> _YOUR GOAL_:
Search the material below for the string "them". Return every line that holds it.

> _SUPPLIED RECORDS_:
^^^^

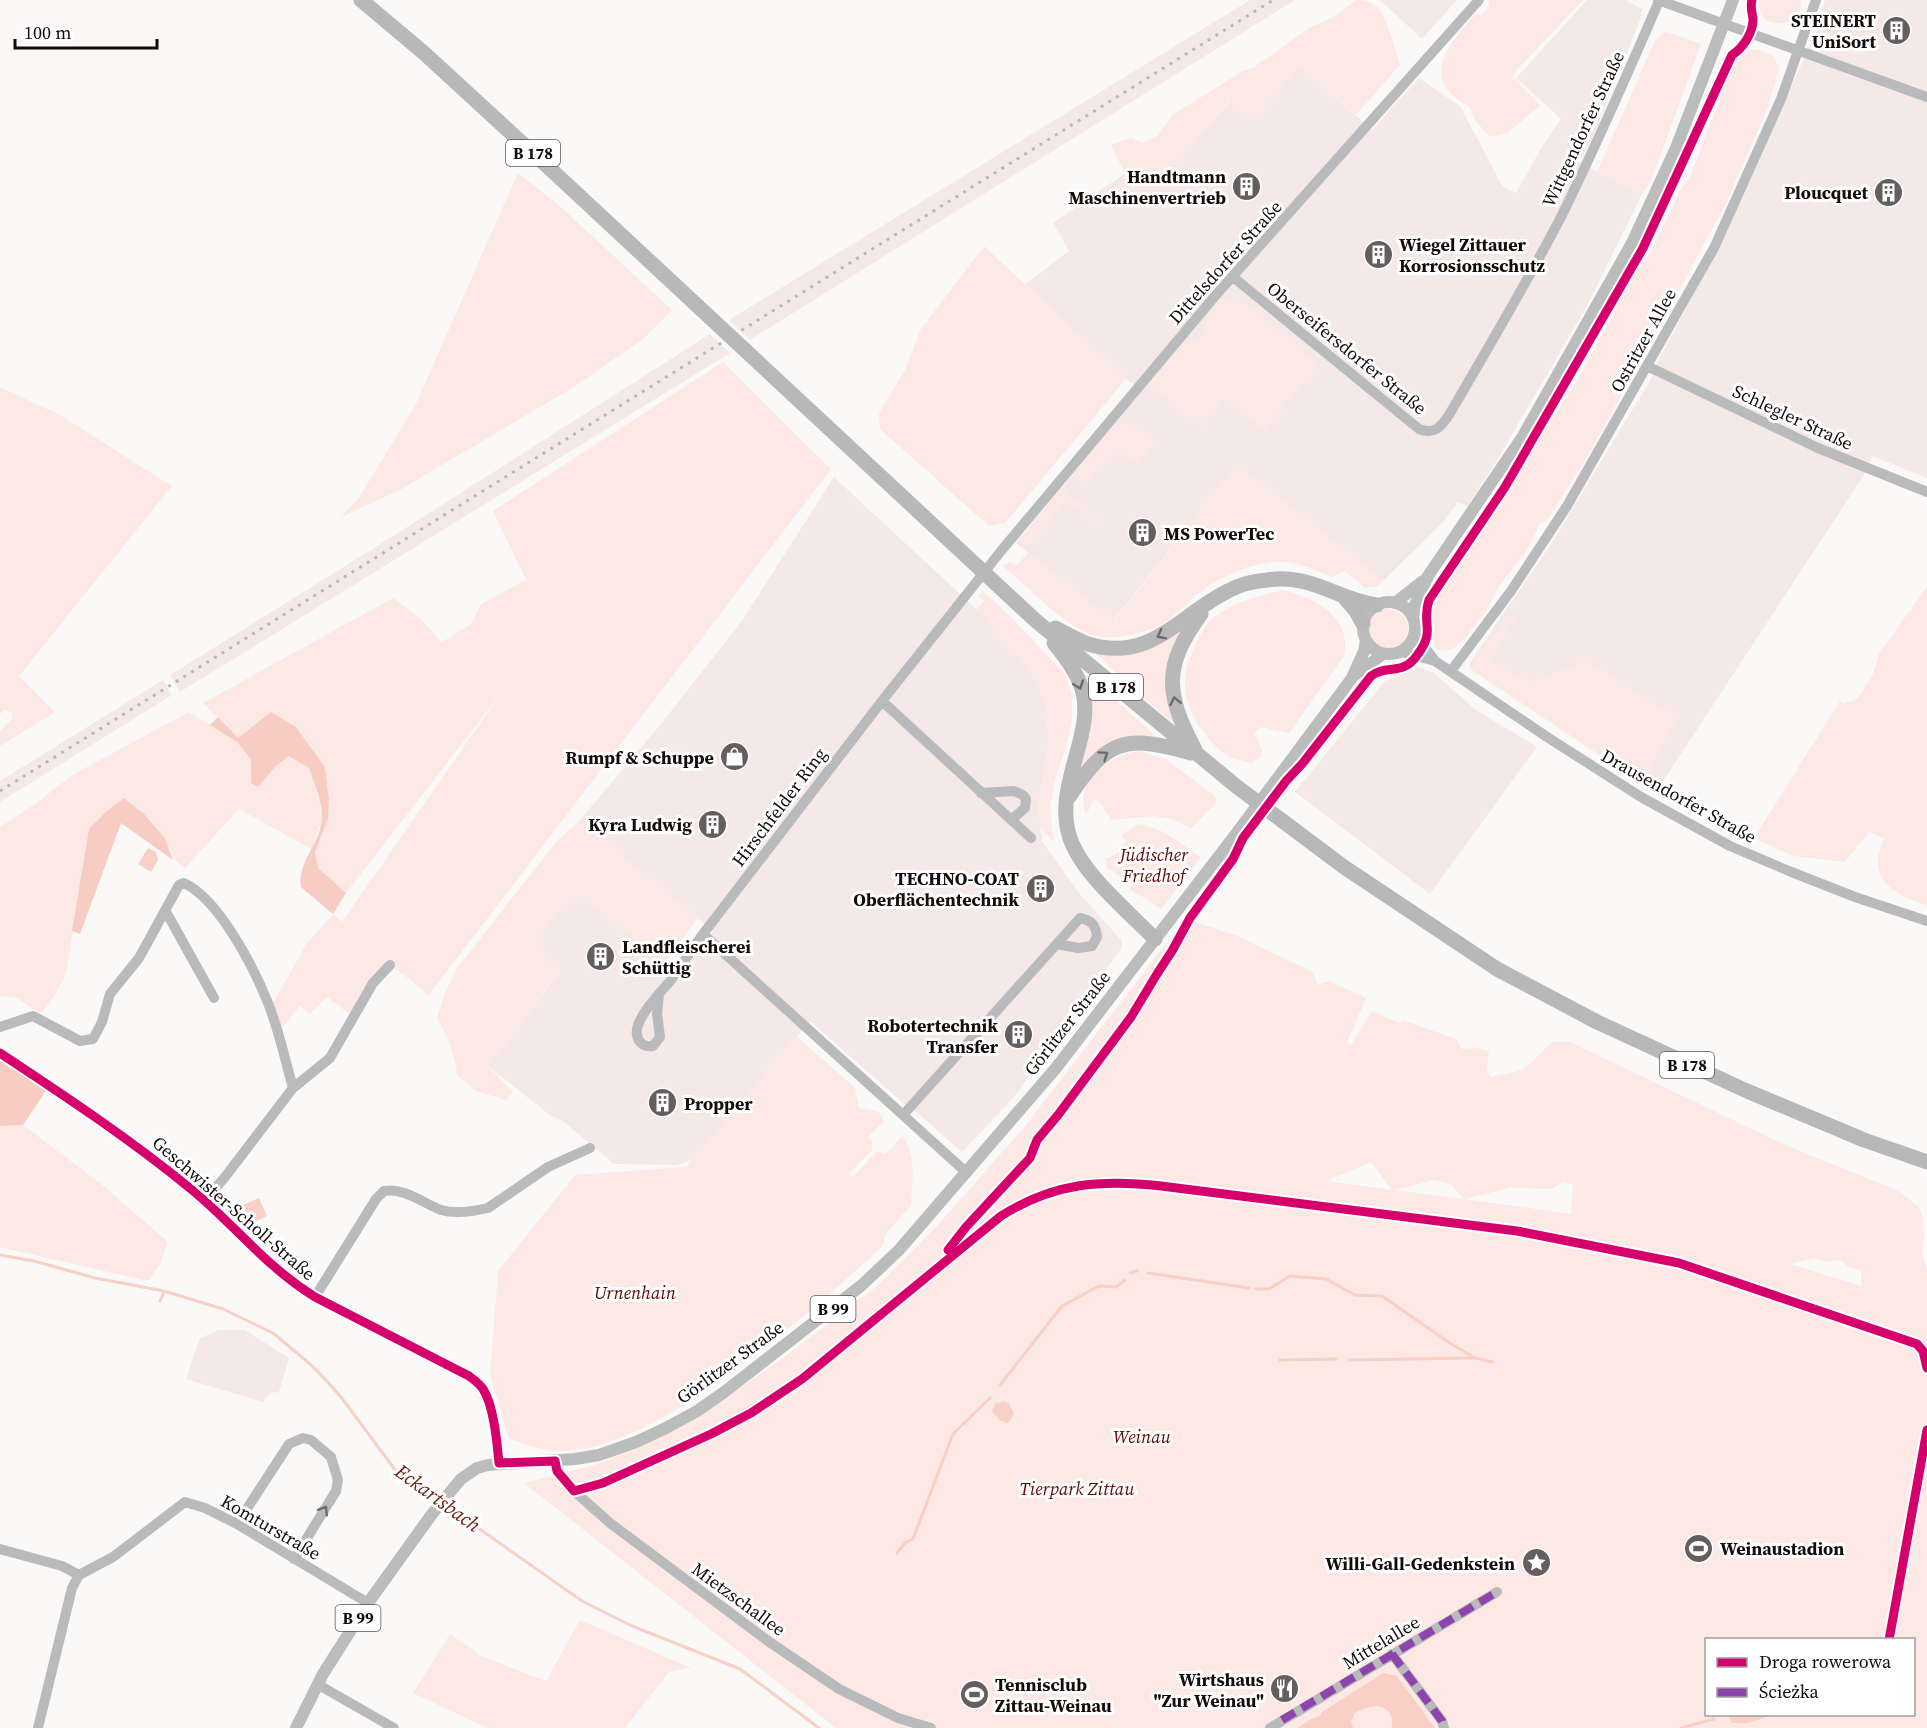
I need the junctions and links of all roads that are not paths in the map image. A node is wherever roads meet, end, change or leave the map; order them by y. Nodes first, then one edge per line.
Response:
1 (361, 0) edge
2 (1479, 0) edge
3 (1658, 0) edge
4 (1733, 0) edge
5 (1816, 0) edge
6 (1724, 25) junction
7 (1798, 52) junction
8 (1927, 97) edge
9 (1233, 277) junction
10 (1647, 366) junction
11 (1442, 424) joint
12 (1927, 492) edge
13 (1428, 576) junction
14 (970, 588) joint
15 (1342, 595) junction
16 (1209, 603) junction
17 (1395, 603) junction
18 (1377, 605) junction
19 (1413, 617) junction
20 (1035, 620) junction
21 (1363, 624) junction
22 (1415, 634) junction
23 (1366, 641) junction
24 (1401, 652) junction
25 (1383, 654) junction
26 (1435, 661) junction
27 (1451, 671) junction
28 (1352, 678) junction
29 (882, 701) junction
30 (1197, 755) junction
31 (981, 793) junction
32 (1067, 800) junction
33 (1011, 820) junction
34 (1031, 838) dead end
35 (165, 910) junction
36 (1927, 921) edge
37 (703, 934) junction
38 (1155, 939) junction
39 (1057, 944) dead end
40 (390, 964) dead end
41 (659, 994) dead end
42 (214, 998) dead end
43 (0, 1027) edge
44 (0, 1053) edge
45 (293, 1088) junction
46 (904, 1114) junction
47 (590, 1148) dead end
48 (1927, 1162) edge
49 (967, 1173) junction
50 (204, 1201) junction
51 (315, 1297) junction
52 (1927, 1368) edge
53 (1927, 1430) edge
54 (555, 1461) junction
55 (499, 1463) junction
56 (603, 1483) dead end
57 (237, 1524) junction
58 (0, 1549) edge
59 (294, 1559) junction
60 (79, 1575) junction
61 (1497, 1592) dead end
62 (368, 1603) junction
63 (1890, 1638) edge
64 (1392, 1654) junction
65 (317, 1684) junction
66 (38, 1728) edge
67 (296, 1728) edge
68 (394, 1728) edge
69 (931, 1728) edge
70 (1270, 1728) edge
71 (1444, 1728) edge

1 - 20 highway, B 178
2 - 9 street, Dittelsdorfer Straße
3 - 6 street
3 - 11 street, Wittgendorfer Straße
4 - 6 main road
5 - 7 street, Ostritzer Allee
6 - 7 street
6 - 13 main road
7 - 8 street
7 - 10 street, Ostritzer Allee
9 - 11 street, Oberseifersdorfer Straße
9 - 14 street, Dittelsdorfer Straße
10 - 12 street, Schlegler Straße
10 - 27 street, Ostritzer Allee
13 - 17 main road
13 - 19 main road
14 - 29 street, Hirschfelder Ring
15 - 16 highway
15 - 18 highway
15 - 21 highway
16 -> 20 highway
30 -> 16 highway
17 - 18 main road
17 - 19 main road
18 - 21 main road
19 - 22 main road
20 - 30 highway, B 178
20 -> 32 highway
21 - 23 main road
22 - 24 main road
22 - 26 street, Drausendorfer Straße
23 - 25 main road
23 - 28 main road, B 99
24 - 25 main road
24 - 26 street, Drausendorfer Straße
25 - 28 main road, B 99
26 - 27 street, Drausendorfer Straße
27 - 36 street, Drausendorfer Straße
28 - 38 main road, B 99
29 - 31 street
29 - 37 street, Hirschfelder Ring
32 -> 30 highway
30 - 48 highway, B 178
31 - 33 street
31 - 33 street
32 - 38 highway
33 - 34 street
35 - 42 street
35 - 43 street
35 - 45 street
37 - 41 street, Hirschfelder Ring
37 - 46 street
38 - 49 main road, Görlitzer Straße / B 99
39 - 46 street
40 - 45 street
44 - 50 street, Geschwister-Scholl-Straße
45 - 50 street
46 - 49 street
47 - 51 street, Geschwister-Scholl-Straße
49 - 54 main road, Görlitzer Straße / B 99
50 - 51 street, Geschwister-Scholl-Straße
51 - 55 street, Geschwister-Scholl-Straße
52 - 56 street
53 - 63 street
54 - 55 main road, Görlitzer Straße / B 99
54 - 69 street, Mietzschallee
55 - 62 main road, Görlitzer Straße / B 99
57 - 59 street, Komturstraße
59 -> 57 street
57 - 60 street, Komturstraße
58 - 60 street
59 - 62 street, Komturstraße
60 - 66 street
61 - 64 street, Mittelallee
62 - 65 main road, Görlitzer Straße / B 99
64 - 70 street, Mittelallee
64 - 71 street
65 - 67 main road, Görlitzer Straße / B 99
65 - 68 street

^^^^

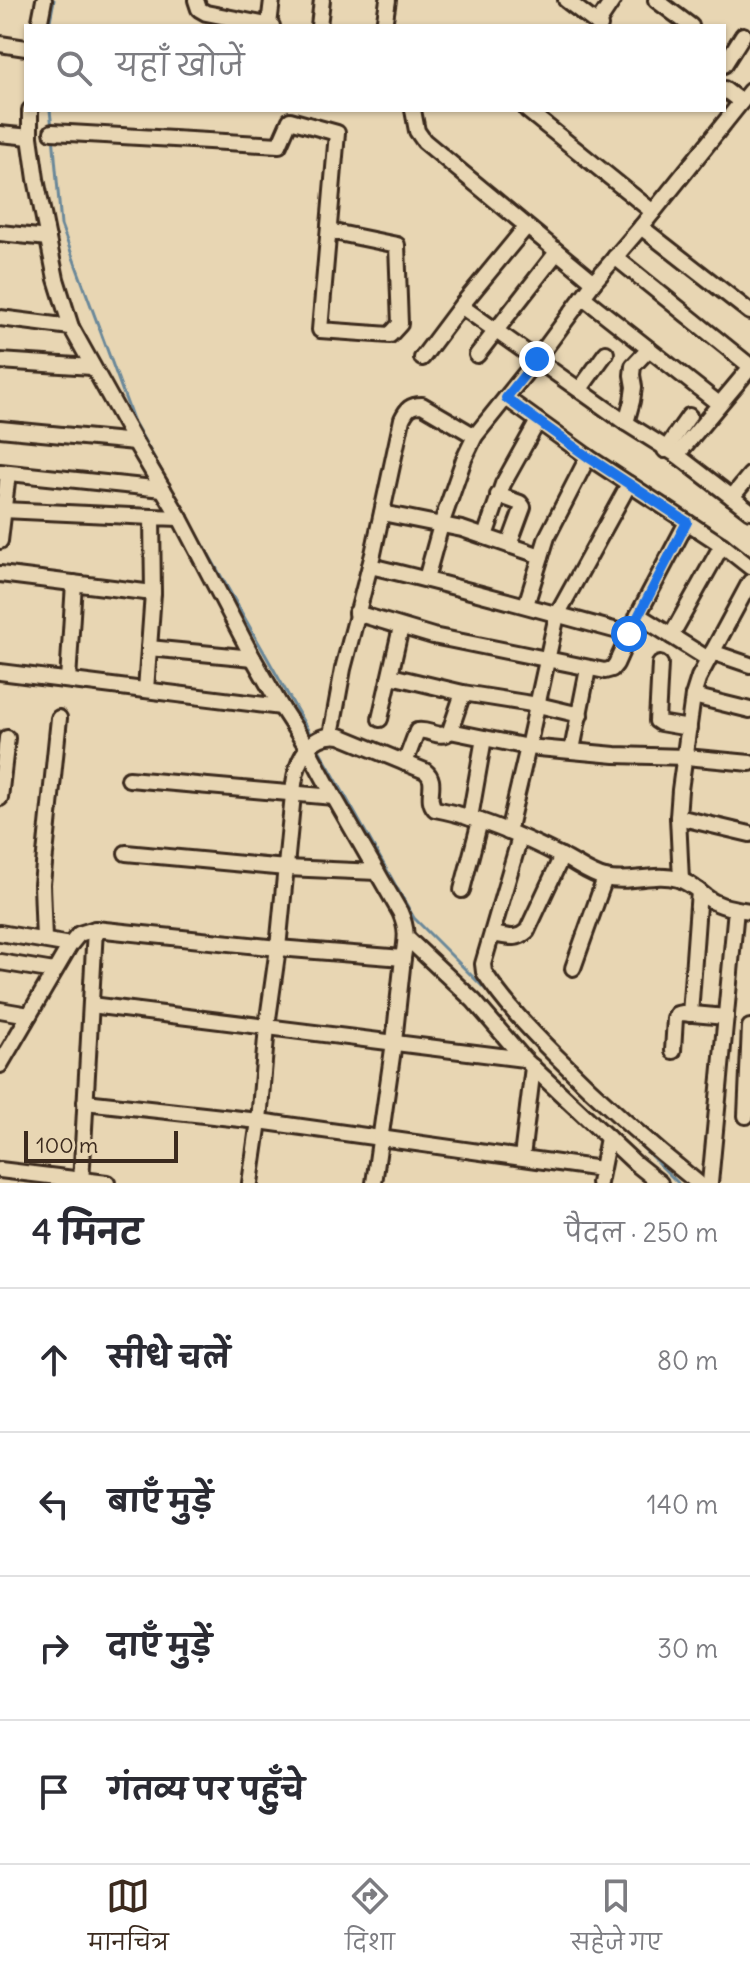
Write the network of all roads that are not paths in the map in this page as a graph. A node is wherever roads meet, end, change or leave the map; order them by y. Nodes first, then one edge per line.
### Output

^^^^

> _TASK OUTPUT_:
I need the junctions and links of all roads that are not paths in the map image. A node is wherever roads meet, end, change or leave the map; order them by y. Nodes first, then one edge per line.
Write the network of all roads that are not paths in the map in this page as a graph. A node is wherever roads meet, end, change or leave the map; order them by y. Nodes first, then one edge per line.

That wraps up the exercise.